Beyond the home page, promoting events on relevant pages is very effective. For a class on using native plants to create a rain garden, advertise the event on the sections of your site with native plant information and related products like rain barrels.
For the final push, send a reminder a day before the event to your email distribution list.
Pay for a ‘Free’ Event?
Getting “skin in the game” from potential event attendees will certainly improve the percentage of people who actually show after RSVPing positively.
If you don’t typically charge for your events, experiment by charging $5 for a class, but offer something of greater value they get free at the event.
For example, if you have a class on creating low-maintenance container combinations, offer a free container or plant that sells for $10 or more. Highlight the free item, and its value, so it is the first thing they notice. The fact they paid for the class might provide the extra motivation needed to show up in the rain, after a rough night, or any other number of excuses they would use to skip it otherwise.
5) Get More ‘Spur of the Moment’ Foot Traffic
As most garden centers don’t sell directly from their website, getting the shopper in the door is a critical first step.

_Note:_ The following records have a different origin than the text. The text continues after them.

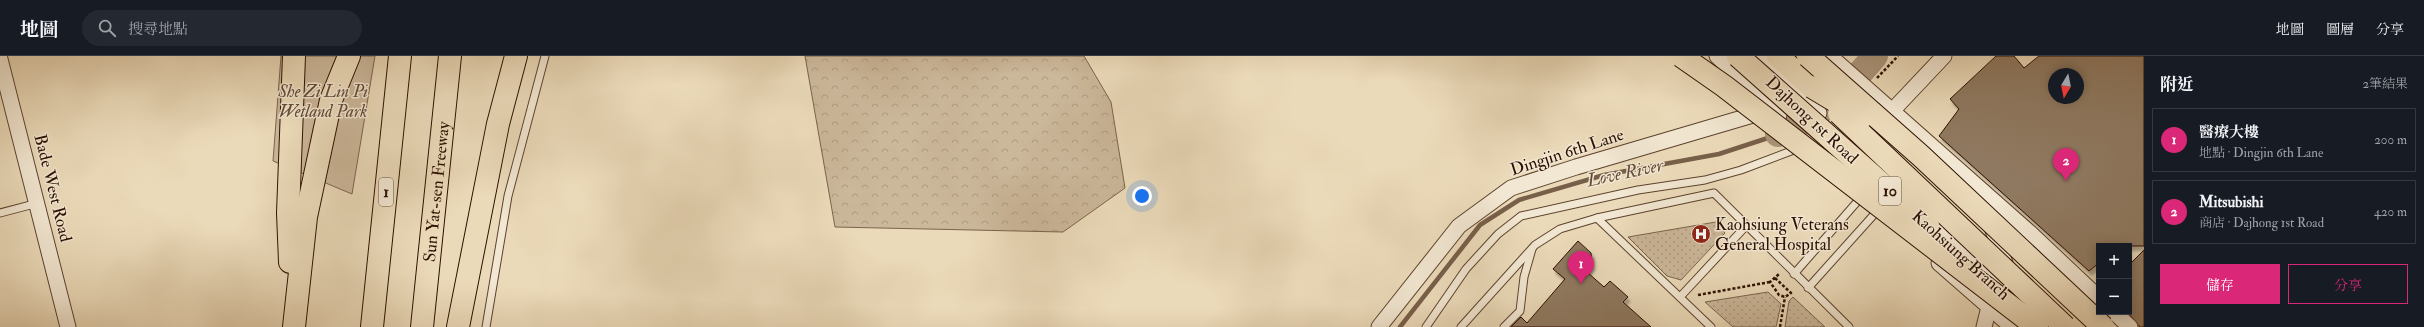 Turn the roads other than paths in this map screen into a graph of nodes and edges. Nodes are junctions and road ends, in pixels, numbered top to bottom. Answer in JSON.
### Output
{"nodes":[{"id":1,"x":294,"y":56,"type":"edge"},
{"id":2,"x":349,"y":56,"type":"edge"},
{"id":3,"x":400,"y":56,"type":"edge"},
{"id":4,"x":450,"y":56,"type":"edge"},
{"id":5,"x":508,"y":56,"type":"edge"},
{"id":6,"x":516,"y":56,"type":"edge"},
{"id":7,"x":545,"y":56,"type":"edge"},
{"id":8,"x":1681,"y":56,"type":"edge"},
{"id":9,"x":1694,"y":56,"type":"edge"},
{"id":10,"x":1717,"y":56,"type":"edge"},
{"id":11,"x":1738,"y":56,"type":"edge"},
{"id":12,"x":1756,"y":56,"type":"edge"},
{"id":13,"x":1778,"y":56,"type":"edge"},
{"id":14,"x":1808,"y":56,"type":"edge"},
{"id":15,"x":1830,"y":56,"type":"edge"},
{"id":16,"x":1944,"y":56,"type":"edge"},
{"id":17,"x":0,"y":59,"type":"edge"},
{"id":18,"x":1810,"y":96,"type":"junction"},
{"id":19,"x":1771,"y":108,"type":"junction"},
{"id":20,"x":1893,"y":110,"type":"junction"},
{"id":21,"x":498,"y":124,"type":"junction"},
{"id":22,"x":1810,"y":144,"type":"junction"},
{"id":23,"x":1976,"y":185,"type":"junction"},
{"id":24,"x":1894,"y":187,"type":"junction"},
{"id":25,"x":1864,"y":195,"type":"junction"},
{"id":26,"x":38,"y":203,"type":"junction"},
{"id":27,"x":1879,"y":209,"type":"junction"},
{"id":28,"x":0,"y":213,"type":"edge"},
{"id":29,"x":297,"y":215,"type":"junction"},
{"id":30,"x":1597,"y":218,"type":"junction"},
{"id":31,"x":1746,"y":226,"type":"junction"},
{"id":32,"x":1533,"y":247,"type":"junction"},
{"id":33,"x":2004,"y":263,"type":"junction"},
{"id":34,"x":1794,"y":274,"type":"junction"},
{"id":35,"x":1997,"y":282,"type":"junction"},
{"id":36,"x":1808,"y":288,"type":"junction"},
{"id":37,"x":2096,"y":295,"type":"edge"},
{"id":38,"x":1680,"y":297,"type":"junction"},
{"id":39,"x":1988,"y":306,"type":"junction"},
{"id":40,"x":2117,"y":315,"type":"edge"},
{"id":41,"x":68,"y":327,"type":"edge"},
{"id":42,"x":294,"y":327,"type":"edge"},
{"id":43,"x":372,"y":327,"type":"edge"},
{"id":44,"x":422,"y":327,"type":"edge"},
{"id":45,"x":458,"y":327,"type":"edge"},
{"id":46,"x":486,"y":327,"type":"edge"},
{"id":47,"x":1379,"y":327,"type":"edge"},
{"id":48,"x":1426,"y":327,"type":"edge"},
{"id":49,"x":1461,"y":327,"type":"edge"},
{"id":50,"x":1504,"y":327,"type":"edge"},
{"id":51,"x":1711,"y":327,"type":"edge"},
{"id":52,"x":1849,"y":327,"type":"edge"},
{"id":53,"x":1984,"y":327,"type":"edge"},
{"id":54,"x":2012,"y":327,"type":"edge"},
{"id":55,"x":2037,"y":327,"type":"edge"},
{"id":56,"x":2042,"y":327,"type":"edge"},
{"id":57,"x":2065,"y":327,"type":"edge"},
{"id":58,"x":2078,"y":327,"type":"edge"},
{"id":59,"x":2089,"y":327,"type":"edge"},
{"id":60,"x":2103,"y":327,"type":"edge"},
{"id":61,"x":2130,"y":327,"type":"edge"}],
"edges":[{"from":1,"to":29,"type":"highway"},
{"from":2,"to":29,"type":"highway"},
{"from":3,"to":43,"type":"highway","number":"1"},
{"from":4,"to":44,"type":"highway","name":"Sun Yat-sen Freeway"},
{"from":5,"to":21,"type":"highway"},
{"from":6,"to":21,"type":"highway"},
{"from":7,"to":46,"type":"lane"},
{"from":8,"to":55,"type":"highway","bridge":true},
{"from":9,"to":19,"type":"lane"},
{"from":10,"to":19,"type":"street","name":"Dajhong 1st Road"},
{"from":11,"to":56,"type":"highway","name":"Kaohsiung Branch","number":"10","bridge":true},
{"from":12,"to":18,"type":"street","name":"Dajhong 1st Road"},
{"from":13,"to":18,"type":"highway","name":"Kaohsiung Branch","number":"10"},
{"from":14,"to":60,"type":"highway","bridge":true},
{"from":15,"to":20,"type":"street","name":"Dajhong 1st Road"},
{"from":16,"to":20,"type":"street"},
{"from":17,"to":26,"type":"street","name":"Bade West Road"},
{"from":18,"to":24,"type":"street","name":"Dajhong 1st Road"},
{"from":18,"to":57,"type":"highway","name":"Kaohsiung Branch","number":"10","bridge":true},
{"from":18,"to":59,"type":"highway","bridge":true},
{"from":19,"to":22,"type":"street","name":"Dajhong 1st Road"},
{"from":19,"to":47,"type":"street","name":"Dingjin 6th Lane"},
{"from":20,"to":23,"type":"street","name":"Dajhong 1st Road"},
{"from":21,"to":45,"type":"highway"},
{"from":22,"to":25,"type":"street","name":"Dajhong 1st Road"},
{"from":22,"to":48,"type":"lane"},
{"from":23,"to":33,"type":"street","name":"Dajhong 1st Road"},
{"from":23,"to":37,"type":"street","name":"Dajhong 1st Road"},
{"from":24,"to":25,"type":"street"},
{"from":24,"to":33,"type":"street","name":"Dajhong 1st Road"},
{"from":24,"to":35,"type":"street","name":"Dajhong 1st Road"},
{"from":25,"to":27,"type":"street","name":"Dajhong 1st Road"},
{"from":25,"to":34,"type":"lane"},
{"from":26,"to":28,"type":"lane"},
{"from":26,"to":41,"type":"street","name":"Bade West Road"},
{"from":27,"to":36,"type":"lane"},
{"from":27,"to":39,"type":"street","name":"Dajhong 1st Road"},
{"from":29,"to":42,"type":"highway"},
{"from":30,"to":31,"type":"lane"},
{"from":30,"to":32,"type":"lane"},
{"from":30,"to":38,"type":"lane"},
{"from":31,"to":34,"type":"lane"},
{"from":31,"to":38,"type":"lane"},
{"from":32,"to":49,"type":"lane"},
{"from":32,"to":50,"type":"lane"},
{"from":33,"to":35,"type":"street"},
{"from":33,"to":58,"type":"street","name":"Dajhong 1st Road"},
{"from":34,"to":36,"type":"lane"},
{"from":35,"to":39,"type":"street"},
{"from":36,"to":52,"type":"lane"},
{"from":38,"to":51,"type":"lane"},
{"from":39,"to":53,"type":"street"},
{"from":39,"to":54,"type":"street","name":"Dajhong 1st Road"},
{"from":40,"to":61,"type":"street"}]}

After people have finished their meal, yoga class, work, kid’s soccer, etc., they frequently use their phone to determine the next stop. In addition to being phone- friendly, your website should also be very easy for your customers.
- To know if you’re open
- Click to call
- Get directions
- Know what you sellWith Google Analytics you will be able to know what percentage of your website visitors access your site via mobile devices, how many “click to calls” there were and how often the map was used to find your store.
Spending Your Marketing Dollars Wisely
Using a goal-oriented approach to website development will allow you to quantify the value of your online marketing. Over time, you will learn what works best for you and your customers and fine tune your strategy to maximize your returns.